Nodding Off in Paradise
The officers, sailors, secretaries, cooks, technicians, communications specialists, photo lab technicians, doctors or nurses who would have ended up in this bunker in the case of an attack would presumably have realized the situation they were in. They would likely have been forced to leave their families without saying goodbye. They would have known that if they opened that steel door, they would find a hostile nuclear desert. Meanwhile the stuffy air inside would be slowly running out.
At this point, people inside would have likely drawn closer together, nearer to the ventilation system. This is precisely the location where someone saw fit to arrange a pleasant room with wallpaper and a sitting nook where the survivors could simply nod off when the oxygen was gone. Perhaps someone would have smuggled in a bottle of East German brandy. They would have told stories, had a drink and laughed, even though reality was impossibly sad. On the wall of this room is a framed picture by Jean Effel, a cartoonist who was popular in the GDR despite being French, a member of the class enemy. The picture shows Adam and Eve making love in paradise. The title is "The Creation of the World."
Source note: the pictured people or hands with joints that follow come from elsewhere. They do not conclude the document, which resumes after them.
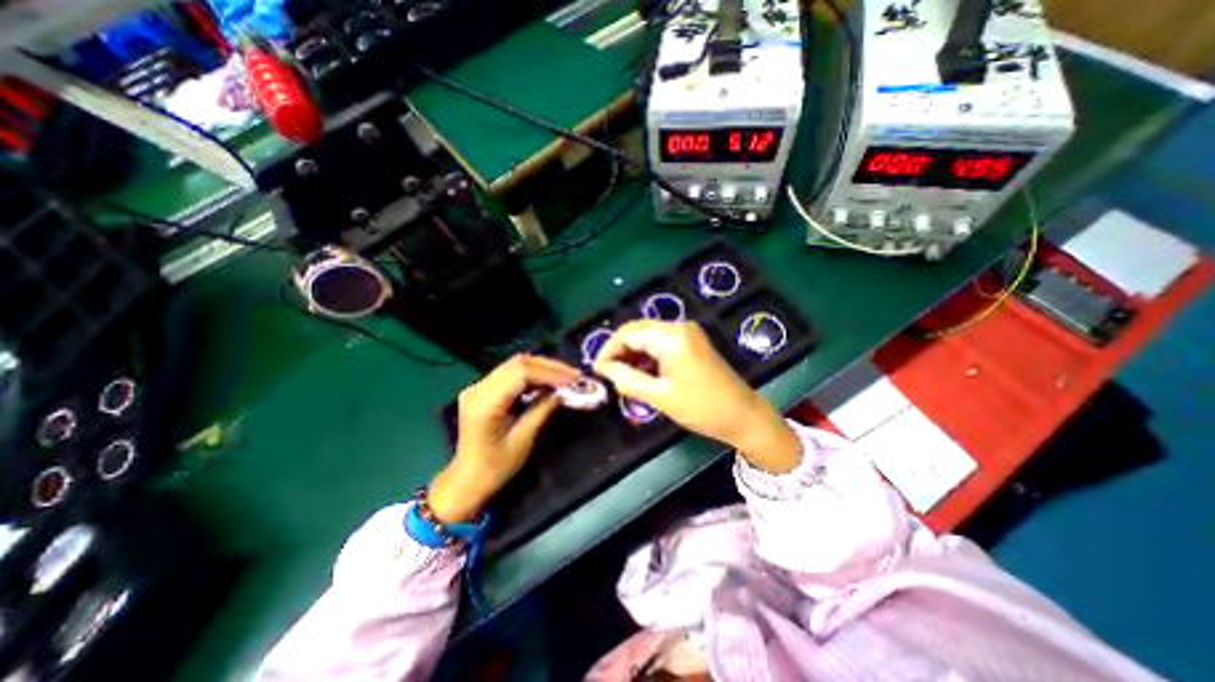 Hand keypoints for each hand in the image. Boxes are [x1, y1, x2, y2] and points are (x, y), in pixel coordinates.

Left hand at [426, 355, 578, 523]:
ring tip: (566, 377)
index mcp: (485, 402)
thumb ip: (542, 409)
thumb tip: (563, 391)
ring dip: (542, 368)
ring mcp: (479, 386)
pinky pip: (511, 373)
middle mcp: (478, 388)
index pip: (521, 372)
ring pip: (516, 365)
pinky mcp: (483, 389)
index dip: (549, 372)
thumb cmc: (495, 466)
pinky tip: (548, 381)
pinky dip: (532, 374)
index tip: (573, 380)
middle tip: (574, 375)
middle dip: (549, 367)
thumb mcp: (523, 439)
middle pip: (518, 363)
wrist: (467, 480)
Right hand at [593, 319, 805, 470]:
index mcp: (671, 336)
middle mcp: (678, 326)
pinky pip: (660, 342)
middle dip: (619, 351)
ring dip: (632, 353)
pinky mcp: (691, 341)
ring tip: (622, 376)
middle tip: (607, 375)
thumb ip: (626, 379)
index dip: (608, 351)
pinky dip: (647, 355)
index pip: (627, 334)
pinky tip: (641, 372)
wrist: (743, 415)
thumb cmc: (701, 407)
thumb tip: (603, 369)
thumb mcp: (659, 396)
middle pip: (637, 331)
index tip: (596, 371)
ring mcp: (687, 333)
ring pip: (647, 336) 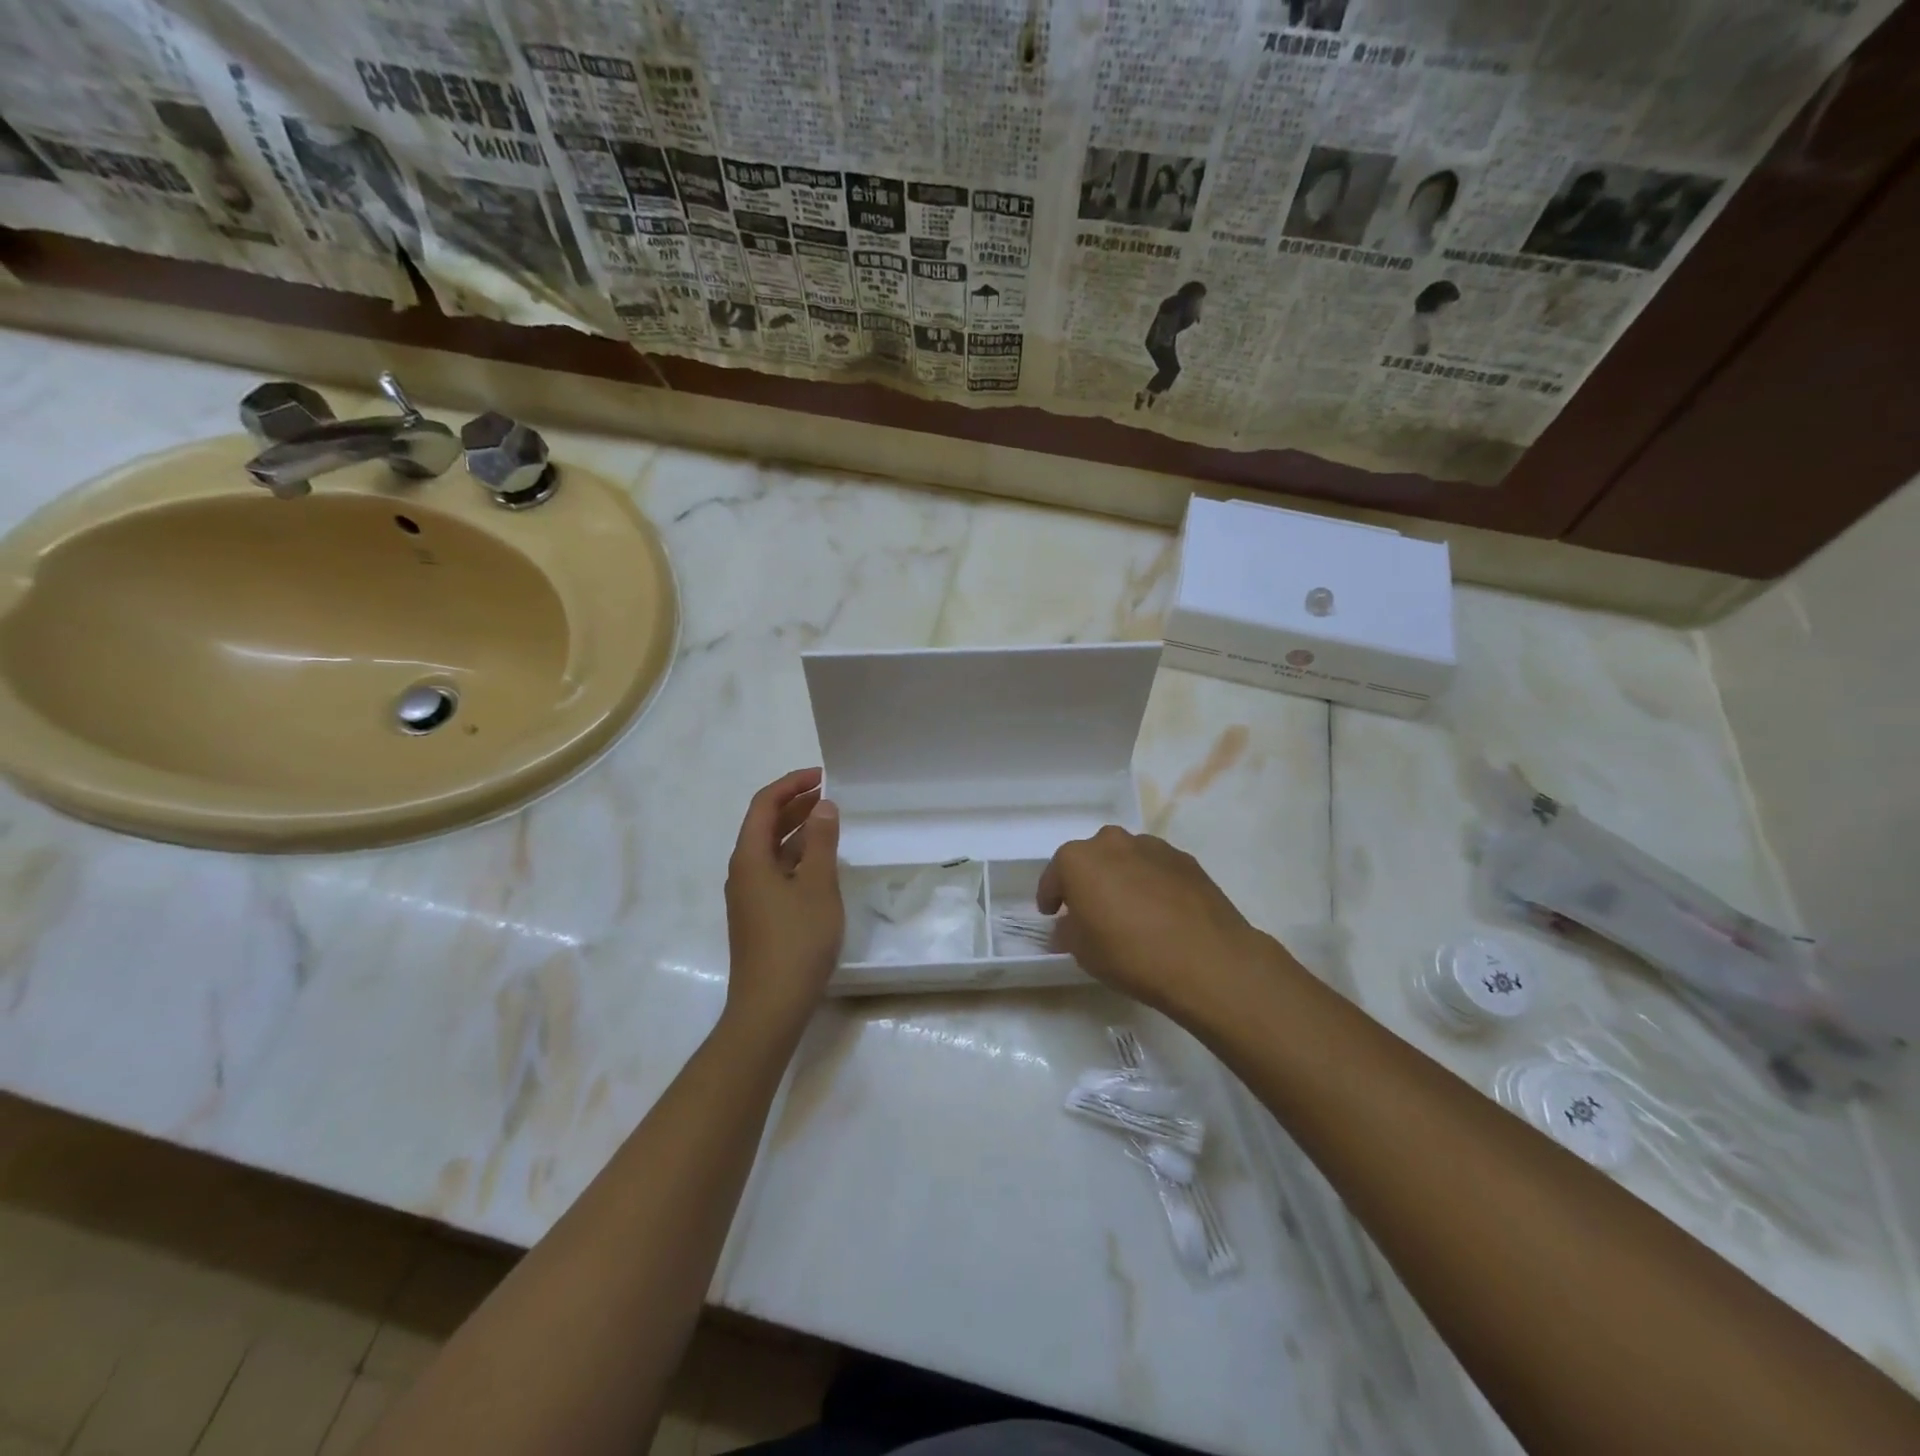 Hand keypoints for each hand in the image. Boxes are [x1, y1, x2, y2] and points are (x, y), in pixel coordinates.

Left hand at [724, 768, 843, 1038]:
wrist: (770, 1007)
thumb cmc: (796, 941)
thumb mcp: (817, 886)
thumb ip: (821, 842)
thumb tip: (823, 807)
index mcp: (750, 858)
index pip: (764, 805)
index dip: (791, 785)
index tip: (822, 776)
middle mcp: (743, 872)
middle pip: (764, 825)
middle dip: (795, 805)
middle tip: (830, 795)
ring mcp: (749, 897)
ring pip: (771, 850)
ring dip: (798, 831)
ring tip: (830, 822)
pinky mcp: (759, 916)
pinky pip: (776, 872)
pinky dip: (797, 857)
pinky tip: (821, 864)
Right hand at [1038, 826, 1283, 1024]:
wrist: (1207, 960)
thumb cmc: (1130, 954)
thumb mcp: (1084, 952)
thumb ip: (1069, 932)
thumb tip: (1068, 926)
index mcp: (1078, 859)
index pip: (1054, 875)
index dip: (1051, 897)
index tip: (1052, 915)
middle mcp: (1112, 842)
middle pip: (1091, 859)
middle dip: (1087, 881)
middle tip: (1091, 911)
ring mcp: (1152, 847)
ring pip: (1126, 859)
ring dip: (1121, 878)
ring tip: (1130, 912)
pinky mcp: (1185, 860)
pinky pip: (1156, 868)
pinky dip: (1151, 883)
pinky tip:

A larger and more modern expansion to the bunker was planned for between 1990 and 1994 for a further 63 million East German marks, but the democratic revolution in Eastern Europe and the fall of the Iron Curtain negated those plans. Those who knew of the secret bunker were never actually released from their vow of secrecy after the collapse of East Germany's Socialist Unity Party (SED) or during the course of German reunification. The matter was simply forgotten. Military regulations hadn't provided for the possibility that the Cold War might someday end.
EasternOrthodox
Posted on: 12/10/2011 19:36
Photo (at the above link):
The entry to the bunker for naval operations was hidden in a wooded area outside Rostock, near Germany's Baltic Sea coast. It was meant to serve as a command center in the event of a nuclear attack.
EasternOrthodox
Posted on: 12/10/2011 19:39
When the bunker was opened, books were also found, including this one on the history of the East German communist party, the Socialist Unity Party of Germany (SED).
EasternOrthodox
Posted on: 12/10/2011 19:40
In the event of radiation contamination protective masks and gear would have been abandoned here on the way into the bunker's interior. A number of steel doors had to be passed before making it inside.
EasternOrthodox
Posted on: 12/10/2011 19:41
A commanding officer would have bunked here. An ashtray rests on the side table, though smoking was likely prohibited. Fire extinguishers are located throughout the facility.